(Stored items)
:::

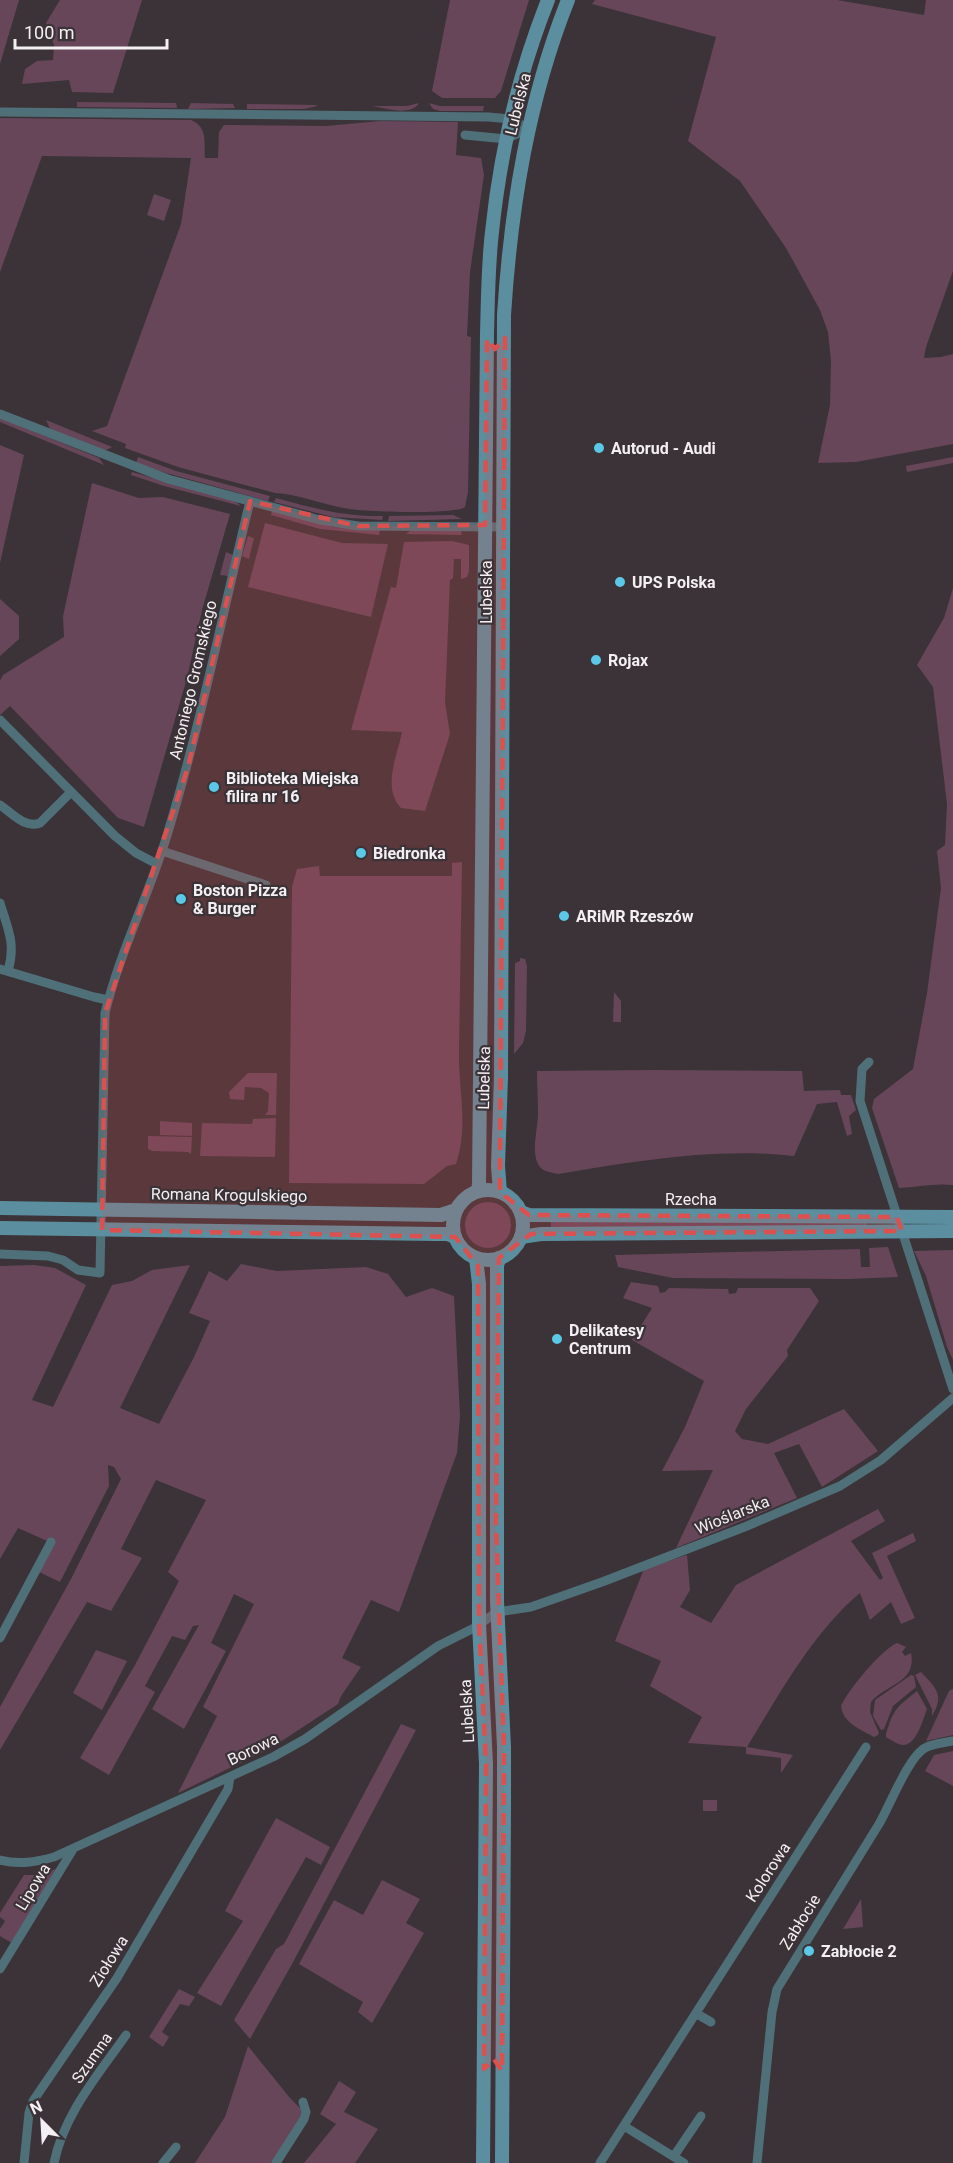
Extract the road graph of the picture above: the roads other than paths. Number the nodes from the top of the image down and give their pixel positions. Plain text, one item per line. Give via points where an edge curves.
1 (548, 0) edge
2 (568, 0) edge
3 (0, 112) edge
4 (511, 119) junction
5 (528, 129) junction
6 (465, 135) dead end
7 (507, 139) junction
8 (505, 338) junction
9 (487, 339) junction
10 (0, 414) edge
11 (250, 501) junction
12 (485, 525) junction
13 (503, 527) junction
14 (0, 720) edge
15 (71, 792) junction
16 (1, 807) edge
17 (162, 851) junction
18 (158, 864) junction
19 (266, 885) dead end
20 (0, 903) edge
21 (0, 940) edge
22 (12, 944) junction
23 (4, 970) edge
24 (108, 1000) junction
25 (869, 1062) dead end
26 (478, 1191) junction
27 (500, 1192) junction
28 (0, 1208) edge
29 (102, 1210) junction
30 (456, 1210) junction
31 (521, 1212) junction
32 (953, 1217) edge
33 (862, 1224) junction
34 (0, 1228) edge
35 (102, 1230) junction
36 (953, 1231) edge
37 (455, 1237) junction
38 (521, 1237) junction
39 (0, 1254) edge
40 (476, 1258) junction
41 (499, 1258) junction
42 (953, 1389) edge
43 (953, 1398) edge
44 (51, 1542) dead end
45 (497, 1612) junction
46 (479, 1624) junction
47 (0, 1638) edge
48 (953, 1741) edge
49 (866, 1747) dead end
50 (230, 1777) junction
51 (72, 1850) junction
52 (0, 1860) edge
53 (0, 1969) edge
54 (697, 2014) junction
55 (711, 2022) dead end
56 (126, 2036) dead end
57 (484, 2069) junction
58 (502, 2071) junction
59 (303, 2102) dead end
60 (701, 2116) dead end
61 (624, 2126) junction
62 (176, 2147) dead end
63 (674, 2156) junction
64 (24, 2163) edge
65 (54, 2163) edge
66 (163, 2163) edge
67 (276, 2163) edge
68 (483, 2163) edge
69 (502, 2163) edge
70 (600, 2163) edge
71 (684, 2163) edge
72 (757, 2163) edge

1 - 4 main road, Lubelska
2 - 5 main road, Lubelska via 545,63
3 - 4 street
4 - 5 street
4 - 7 main road, Lubelska
5 - 7 street
5 - 8 main road, Lubelska via 507,268
6 - 7 street
7 - 9 main road, Lubelska via 492,232
8 - 9 main road via 496,343
8 - 13 main road, Lubelska
9 - 12 main road, Lubelska
10 - 11 street via 168,479
11 - 12 street via 358,526
11 - 17 street, Antoniego Gromskiego via 188,767
12 - 13 street
12 - 26 main road, Lubelska
13 - 27 main road, Lubelska
14 - 15 street
15 - 16 street via 36,825 23,822
15 - 18 street via 136,853
17 - 18 street, Antoniego Gromskiego
17 - 19 street
18 - 24 street, Antoniego Gromskiego
20 - 22 street
21 - 22 street
22 - 23 street via 12,956
23 - 24 street
24 - 29 street, Antoniego Gromskiego
25 - 42 street via 862,1069 860,1101
26 - 27 main road
26 - 30 main road
27 - 31 main road via 514,1201
28 - 29 main road, Romana Krogulskiego
29 - 30 main road, Romana Krogulskiego via 441,1215
29 - 35 street, Antoniego Gromskiego
30 - 37 main road
31 - 33 main road, Rzecha
31 - 38 main road
32 - 33 main road
33 - 36 main road
33 - 38 main road, Rzecha
34 - 35 main road
35 - 37 main road
35 - 39 street, Antoniego Gromskiego via 100,1273 78,1270 48,1256
37 - 40 main road
38 - 41 main road via 515,1248
40 - 41 main road
40 - 46 main road, Lubelska
41 - 45 main road
43 - 45 street, Wioślarska via 881,1460 840,1486 602,1582 531,1607
44 - 47 street
45 - 46 street, Borowa
45 - 58 main road via 504,1747
46 - 50 street, Borowa via 438,1646 290,1748
46 - 57 main road, Lubelska via 486,1764
48 - 72 street, Zabłocie via 928,1746 917,1755 777,1989
49 - 54 street, Kolorowa
50 - 51 street, Borowa
50 - 64 street, Ziołowa via 228,1789 117,1978 33,2101
51 - 52 street, Borowa via 27,1863
51 - 53 street, Lipowa
54 - 55 street
54 - 61 street, Kolorowa
56 - 65 street, Szumna via 65,2126
57 - 58 main road via 493,2063
57 - 68 main road, Lubelska
58 - 69 main road
59 - 67 street via 304,2119
60 - 63 street
61 - 63 street
61 - 70 street, Kolorowa
62 - 66 street
63 - 71 street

:::

- [Directions]: Word for word, return the records shown above without their pictures.

- [Answer to this task]:
Extract the road graph of the picture above: the roads other than paths. Number the nodes from the top of the image down and give their pixel positions. Plain text, one item per line. Give via points where an edge curves.
1 (548, 0) edge
2 (568, 0) edge
3 (0, 112) edge
4 (511, 119) junction
5 (528, 129) junction
6 (465, 135) dead end
7 (507, 139) junction
8 (505, 338) junction
9 (487, 339) junction
10 (0, 414) edge
11 (250, 501) junction
12 (485, 525) junction
13 (503, 527) junction
14 (0, 720) edge
15 (71, 792) junction
16 (1, 807) edge
17 (162, 851) junction
18 (158, 864) junction
19 (266, 885) dead end
20 (0, 903) edge
21 (0, 940) edge
22 (12, 944) junction
23 (4, 970) edge
24 (108, 1000) junction
25 (869, 1062) dead end
26 (478, 1191) junction
27 (500, 1192) junction
28 (0, 1208) edge
29 (102, 1210) junction
30 (456, 1210) junction
31 (521, 1212) junction
32 (953, 1217) edge
33 (862, 1224) junction
34 (0, 1228) edge
35 (102, 1230) junction
36 (953, 1231) edge
37 (455, 1237) junction
38 (521, 1237) junction
39 (0, 1254) edge
40 (476, 1258) junction
41 (499, 1258) junction
42 (953, 1389) edge
43 (953, 1398) edge
44 (51, 1542) dead end
45 (497, 1612) junction
46 (479, 1624) junction
47 (0, 1638) edge
48 (953, 1741) edge
49 (866, 1747) dead end
50 (230, 1777) junction
51 (72, 1850) junction
52 (0, 1860) edge
53 (0, 1969) edge
54 (697, 2014) junction
55 (711, 2022) dead end
56 (126, 2036) dead end
57 (484, 2069) junction
58 (502, 2071) junction
59 (303, 2102) dead end
60 (701, 2116) dead end
61 (624, 2126) junction
62 (176, 2147) dead end
63 (674, 2156) junction
64 (24, 2163) edge
65 (54, 2163) edge
66 (163, 2163) edge
67 (276, 2163) edge
68 (483, 2163) edge
69 (502, 2163) edge
70 (600, 2163) edge
71 (684, 2163) edge
72 (757, 2163) edge

1 - 4 main road, Lubelska
2 - 5 main road, Lubelska via 545,63
3 - 4 street
4 - 5 street
4 - 7 main road, Lubelska
5 - 7 street
5 - 8 main road, Lubelska via 507,268
6 - 7 street
7 - 9 main road, Lubelska via 492,232
8 - 9 main road via 496,343
8 - 13 main road, Lubelska
9 - 12 main road, Lubelska
10 - 11 street via 168,479
11 - 12 street via 358,526
11 - 17 street, Antoniego Gromskiego via 188,767
12 - 13 street
12 - 26 main road, Lubelska
13 - 27 main road, Lubelska
14 - 15 street
15 - 16 street via 36,825 23,822
15 - 18 street via 136,853
17 - 18 street, Antoniego Gromskiego
17 - 19 street
18 - 24 street, Antoniego Gromskiego
20 - 22 street
21 - 22 street
22 - 23 street via 12,956
23 - 24 street
24 - 29 street, Antoniego Gromskiego
25 - 42 street via 862,1069 860,1101
26 - 27 main road
26 - 30 main road
27 - 31 main road via 514,1201
28 - 29 main road, Romana Krogulskiego
29 - 30 main road, Romana Krogulskiego via 441,1215
29 - 35 street, Antoniego Gromskiego
30 - 37 main road
31 - 33 main road, Rzecha
31 - 38 main road
32 - 33 main road
33 - 36 main road
33 - 38 main road, Rzecha
34 - 35 main road
35 - 37 main road
35 - 39 street, Antoniego Gromskiego via 100,1273 78,1270 48,1256
37 - 40 main road
38 - 41 main road via 515,1248
40 - 41 main road
40 - 46 main road, Lubelska
41 - 45 main road
43 - 45 street, Wioślarska via 881,1460 840,1486 602,1582 531,1607
44 - 47 street
45 - 46 street, Borowa
45 - 58 main road via 504,1747
46 - 50 street, Borowa via 438,1646 290,1748
46 - 57 main road, Lubelska via 486,1764
48 - 72 street, Zabłocie via 928,1746 917,1755 777,1989
49 - 54 street, Kolorowa
50 - 51 street, Borowa
50 - 64 street, Ziołowa via 228,1789 117,1978 33,2101
51 - 52 street, Borowa via 27,1863
51 - 53 street, Lipowa
54 - 55 street
54 - 61 street, Kolorowa
56 - 65 street, Szumna via 65,2126
57 - 58 main road via 493,2063
57 - 68 main road, Lubelska
58 - 69 main road
59 - 67 street via 304,2119
60 - 63 street
61 - 63 street
61 - 70 street, Kolorowa
62 - 66 street
63 - 71 street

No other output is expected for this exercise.